### Task goal
In the records below, which lines include "paths"? Copy them.

BEGIN Provided data

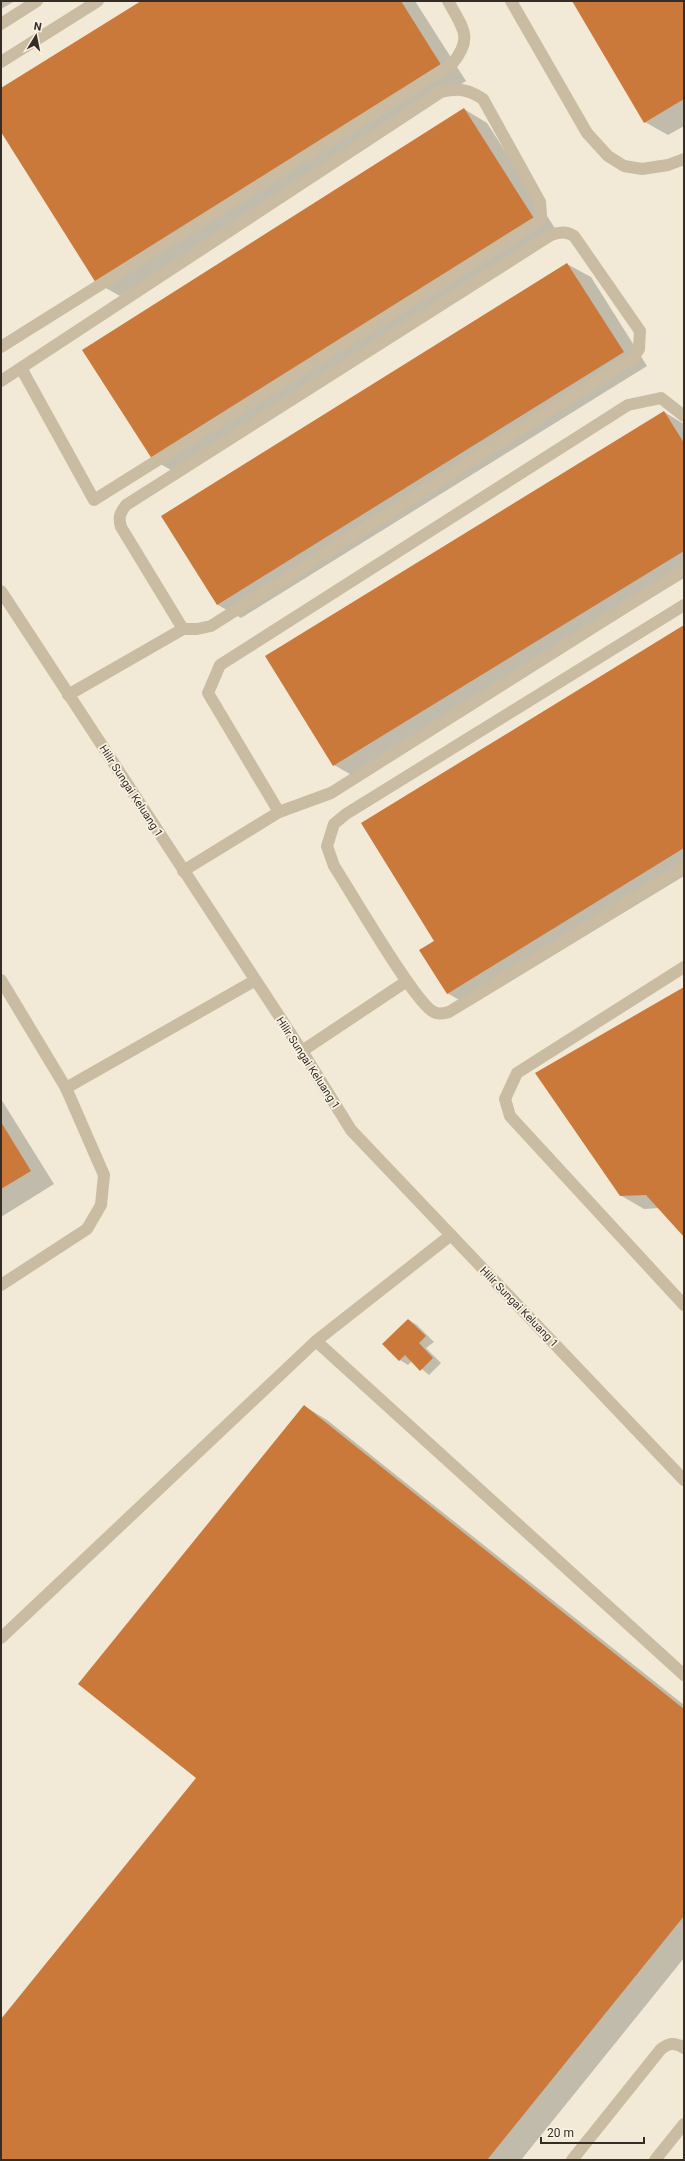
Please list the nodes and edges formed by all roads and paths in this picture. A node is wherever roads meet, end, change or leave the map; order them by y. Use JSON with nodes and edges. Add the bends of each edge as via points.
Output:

END Provided data
BEGIN Provided data

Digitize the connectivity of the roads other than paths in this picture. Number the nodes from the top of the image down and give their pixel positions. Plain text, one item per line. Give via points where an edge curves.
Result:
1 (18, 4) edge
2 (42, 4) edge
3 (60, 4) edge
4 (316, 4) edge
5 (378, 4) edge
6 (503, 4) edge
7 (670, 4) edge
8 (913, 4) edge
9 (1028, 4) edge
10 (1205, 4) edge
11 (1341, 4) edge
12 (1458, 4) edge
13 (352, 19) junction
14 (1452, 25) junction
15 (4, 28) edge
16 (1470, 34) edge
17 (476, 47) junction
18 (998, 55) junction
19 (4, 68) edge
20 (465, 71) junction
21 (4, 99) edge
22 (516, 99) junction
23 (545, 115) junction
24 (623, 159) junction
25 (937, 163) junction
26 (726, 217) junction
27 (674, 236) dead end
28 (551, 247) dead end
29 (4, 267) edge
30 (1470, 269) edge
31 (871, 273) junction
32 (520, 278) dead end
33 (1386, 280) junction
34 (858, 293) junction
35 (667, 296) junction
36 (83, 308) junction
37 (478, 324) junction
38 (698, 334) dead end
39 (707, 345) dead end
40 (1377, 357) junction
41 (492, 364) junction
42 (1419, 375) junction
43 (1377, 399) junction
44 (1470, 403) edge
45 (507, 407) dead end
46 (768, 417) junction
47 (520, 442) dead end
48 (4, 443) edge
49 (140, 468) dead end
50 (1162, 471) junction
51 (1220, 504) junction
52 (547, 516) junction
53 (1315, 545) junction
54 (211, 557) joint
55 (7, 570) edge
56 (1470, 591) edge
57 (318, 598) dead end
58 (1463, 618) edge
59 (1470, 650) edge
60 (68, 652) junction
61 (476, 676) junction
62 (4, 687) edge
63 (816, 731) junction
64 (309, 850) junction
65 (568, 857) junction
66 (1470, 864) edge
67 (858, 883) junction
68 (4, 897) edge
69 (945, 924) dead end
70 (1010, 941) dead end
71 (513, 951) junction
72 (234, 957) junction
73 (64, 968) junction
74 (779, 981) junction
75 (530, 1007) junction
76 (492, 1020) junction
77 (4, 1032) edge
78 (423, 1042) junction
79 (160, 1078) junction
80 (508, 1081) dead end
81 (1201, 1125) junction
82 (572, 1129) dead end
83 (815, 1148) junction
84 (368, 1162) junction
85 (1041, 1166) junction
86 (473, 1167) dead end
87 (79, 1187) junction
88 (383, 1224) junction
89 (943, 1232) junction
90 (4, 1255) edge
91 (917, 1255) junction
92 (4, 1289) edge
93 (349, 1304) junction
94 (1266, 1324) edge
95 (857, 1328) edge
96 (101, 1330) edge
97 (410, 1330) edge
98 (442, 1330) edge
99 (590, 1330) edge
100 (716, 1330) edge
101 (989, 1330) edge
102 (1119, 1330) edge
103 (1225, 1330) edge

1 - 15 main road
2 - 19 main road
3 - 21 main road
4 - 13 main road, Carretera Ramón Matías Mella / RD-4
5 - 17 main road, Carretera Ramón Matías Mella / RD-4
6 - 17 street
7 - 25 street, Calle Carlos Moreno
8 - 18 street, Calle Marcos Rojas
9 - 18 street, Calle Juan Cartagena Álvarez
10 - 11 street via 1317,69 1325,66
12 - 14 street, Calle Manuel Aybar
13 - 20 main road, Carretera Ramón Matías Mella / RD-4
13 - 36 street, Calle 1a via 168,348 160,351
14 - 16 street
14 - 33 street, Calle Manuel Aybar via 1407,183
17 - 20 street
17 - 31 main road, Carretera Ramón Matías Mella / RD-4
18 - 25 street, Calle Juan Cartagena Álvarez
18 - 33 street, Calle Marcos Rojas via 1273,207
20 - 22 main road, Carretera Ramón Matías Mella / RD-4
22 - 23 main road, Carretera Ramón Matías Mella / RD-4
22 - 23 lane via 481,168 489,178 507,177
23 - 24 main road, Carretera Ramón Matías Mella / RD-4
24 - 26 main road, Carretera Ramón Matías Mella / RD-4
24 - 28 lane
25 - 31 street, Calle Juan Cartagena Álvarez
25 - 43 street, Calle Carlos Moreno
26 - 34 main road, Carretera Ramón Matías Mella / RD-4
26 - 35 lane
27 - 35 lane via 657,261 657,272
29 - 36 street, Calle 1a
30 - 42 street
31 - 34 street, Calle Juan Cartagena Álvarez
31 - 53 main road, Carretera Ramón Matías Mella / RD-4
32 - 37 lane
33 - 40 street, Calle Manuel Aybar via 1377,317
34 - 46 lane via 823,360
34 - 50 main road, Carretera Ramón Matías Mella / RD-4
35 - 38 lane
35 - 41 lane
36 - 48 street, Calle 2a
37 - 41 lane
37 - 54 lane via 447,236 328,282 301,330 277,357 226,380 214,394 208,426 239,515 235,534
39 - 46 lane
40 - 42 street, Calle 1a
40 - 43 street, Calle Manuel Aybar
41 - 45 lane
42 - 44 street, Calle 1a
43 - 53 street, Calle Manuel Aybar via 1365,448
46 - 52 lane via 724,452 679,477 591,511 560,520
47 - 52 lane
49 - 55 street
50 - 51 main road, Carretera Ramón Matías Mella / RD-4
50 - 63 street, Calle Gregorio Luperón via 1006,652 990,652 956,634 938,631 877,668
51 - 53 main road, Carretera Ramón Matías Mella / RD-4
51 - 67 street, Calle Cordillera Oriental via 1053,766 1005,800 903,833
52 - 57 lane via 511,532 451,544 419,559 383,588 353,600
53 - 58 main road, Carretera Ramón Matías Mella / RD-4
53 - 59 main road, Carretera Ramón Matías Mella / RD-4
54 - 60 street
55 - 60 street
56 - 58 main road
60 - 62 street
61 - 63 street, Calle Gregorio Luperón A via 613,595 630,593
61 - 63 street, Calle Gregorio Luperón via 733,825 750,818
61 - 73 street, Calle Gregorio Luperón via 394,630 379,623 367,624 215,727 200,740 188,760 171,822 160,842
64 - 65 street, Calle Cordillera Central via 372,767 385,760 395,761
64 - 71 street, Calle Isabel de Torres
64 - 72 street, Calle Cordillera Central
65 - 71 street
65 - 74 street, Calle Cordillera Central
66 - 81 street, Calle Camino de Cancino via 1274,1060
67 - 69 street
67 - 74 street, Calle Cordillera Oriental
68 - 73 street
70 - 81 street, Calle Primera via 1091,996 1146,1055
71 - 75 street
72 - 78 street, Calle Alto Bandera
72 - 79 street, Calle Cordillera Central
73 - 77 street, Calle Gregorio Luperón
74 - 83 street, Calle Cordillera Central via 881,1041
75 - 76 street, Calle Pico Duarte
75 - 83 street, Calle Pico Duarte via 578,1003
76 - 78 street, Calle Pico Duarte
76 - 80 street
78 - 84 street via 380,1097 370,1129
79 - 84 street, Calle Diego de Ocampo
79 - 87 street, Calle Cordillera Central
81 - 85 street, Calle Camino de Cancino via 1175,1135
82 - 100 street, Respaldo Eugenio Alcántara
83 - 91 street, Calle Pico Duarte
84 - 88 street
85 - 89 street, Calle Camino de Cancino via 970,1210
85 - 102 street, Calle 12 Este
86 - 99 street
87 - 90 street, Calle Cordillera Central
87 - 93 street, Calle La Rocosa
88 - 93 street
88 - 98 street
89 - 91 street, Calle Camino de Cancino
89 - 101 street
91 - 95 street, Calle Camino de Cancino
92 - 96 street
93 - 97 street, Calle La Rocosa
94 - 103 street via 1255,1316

END Provided data

### Your response
Please list the nodes and edges formed by all roads and paths in this picture. A node is wherever roads meet, end, change or leave the map; order them by y. Use JSON with nodes and edges. Add the bends of each edge as via points.
Digitize the connectivity of the roads other than paths in this picture. Number the nodes from the top of the image down and give their pixel positions. Plain text, one item per line. Give via points where an edge curves.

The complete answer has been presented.